Hollywood has produced numerous movies about striptease notably starring Mary Martin, Rita Hayworth as Salome, Barbara Stanwyck as Gilda, Demi Moore, Kim Basinger, Lindsay Lohan, Daryl Hannah, among others. H.L. Mencken reportedly coined the word "ecdysiast" upon a request from Gypsy Rose Lee for a classier term than stripper for her artistry.
Not surprisingly, strippers have had a history of conflicts with the law. Gypsy Rose Lee's shows experienced police raids a number of times. Conservative Judge Richard Posner concurred in a famous 1990 federal circuit court decision involving stripping at the Kitty Kat Lounge in South Bend, Indiana, which extended First Amendment protection to nude dancing--
"Posner's own considerable candor has made for some highly unusual opinions. Back in 1990, the judges of the Seventh Circuit decided the case of Miller v. Civil City of South Bend. At issue in Miller was the constitutionality of an Indiana public-indecency statute prohibiting "the showing of the female breast with less than a fully opaque covering of any part of the nipple, or the showing of covered male genitals in a discernibly turgid state." Darlene Miller and several other nude dancers affiliated with the Kitty Kat Lounge of South Bend, Indiana, challenged the constitutionality of the statute on grounds that "non-obscene nude dancing of the barroom variety, performed as entertainment," was a form of artistic expression protected by the First Amendment.
"The court decided in favor of Miller, and Posner concurred with the majority on the grounds that nude dancing is a form of expression entitled to limited protection under the First Amendment. But his separate opinion was very much his own. It seemed he was not particularly interested in the legalistic arguments advanced by either side in the case:
The true reason I think for wanting to exclude striptease dancing from the protection of the First Amendment is not any of the lawyers' classification games... such as expression versus nonexpression, ideas versus emotions, art versus entertainment, or speech versus conduct.

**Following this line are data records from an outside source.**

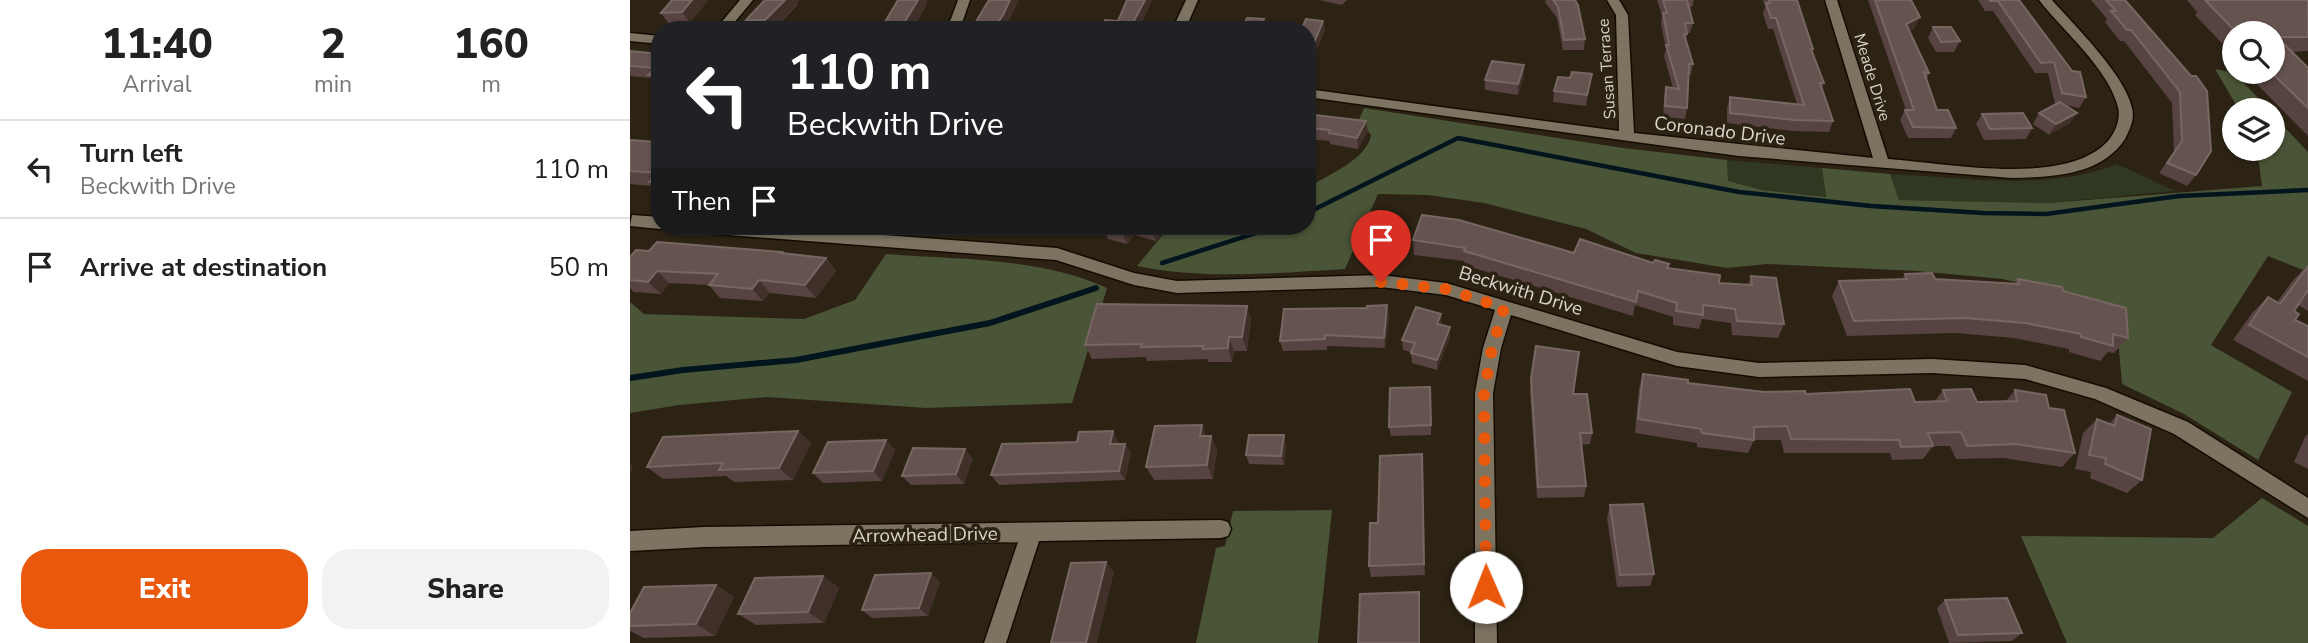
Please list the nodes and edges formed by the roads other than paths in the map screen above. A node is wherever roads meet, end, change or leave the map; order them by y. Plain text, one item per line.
1 (747, 0) edge
2 (964, 0) edge
3 (1192, 0) edge
4 (1613, 0) edge
5 (1831, 0) edge
6 (2045, 0) edge
7 (729, 21) edge
8 (956, 21) edge
9 (1182, 21) edge
10 (631, 37) edge
11 (651, 39) edge
12 (1316, 94) edge
13 (1627, 138) junction
14 (1882, 164) junction
15 (632, 221) edge
16 (651, 222) edge
17 (808, 235) edge
18 (1504, 308) junction
19 (2308, 509) edge
20 (1221, 529) dead end
21 (1031, 533) junction
22 (630, 541) edge
23 (995, 643) edge
24 (1486, 643) edge

1 - 7 street
2 - 8 street
3 - 9 street
4 - 13 street, Susan Terrace
5 - 14 street, Meade Drive
6 - 14 street, Coronado Drive
10 - 11 street
12 - 13 street, Coronado Drive
13 - 14 street, Coronado Drive
15 - 16 street
17 - 18 street, Beckwith Drive
18 - 19 street, Beckwith Drive
18 - 24 street
20 - 21 street, Arrowhead Drive
21 - 22 street, Arrowhead Drive
21 - 23 street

It is a feeling that the proposition, "the First Amendment forbids the State of Indiana to require striptease dancers to cover their nipples," is ridiculous. It strikes judges as ridiculous in part because most of us are either middle-aged or elderly men, in part because we tend to be snooty about popular culture, in part because as public officials we have a natural tendency to think political expression more important than artistic expression, in part because we are Americans — which means that we have been raised in a culture in which puritanism, philistinism, and promiscuity are complexly and often incongruously interwoven — and in part because like all lawyers we are formalists who believe deep down that the words in statutes and the Constitutions mean what they say, and a striptease is not a speech. But the element of the ridiculous is not all on one side. Censorship of erotica is pretty ridiculous too. What kind of people make a career of checking to see whether the covering of a woman's nipples is fully opaque, as the statute requires?... The history of censorship is a history of folly and cruelty.
"Back in his chambers in the Everett M. Dirksen Federal Courthouse in Chicago, Posner smiles his coy half-smile as he remembers the case, which led to his 1992 book Sex and Reason. "I was curious about the origin of nude dancing, and where it came from, and whether it was connected to Salome's dance, and so on," he recalls. "I think I was the only judge who looked at the [video] tape [of the dancing]. I thought it was important to see what could be systematically known about these practices." In the end, Posner was less interested in adroit legalistic hairsplitting than in the brute facts of American society. "In the America of 1990," he concluded his opinion, "the project of stamping out nude striptease dancing is quixotic. The power of government is relative to the desires and values of its people. The State of Indiana cannot take the erotic edge off American culture." The state's anti-nudity statue was simply not pragmatic."
[Lingua Franca Volume 10 No. 4, May 2000]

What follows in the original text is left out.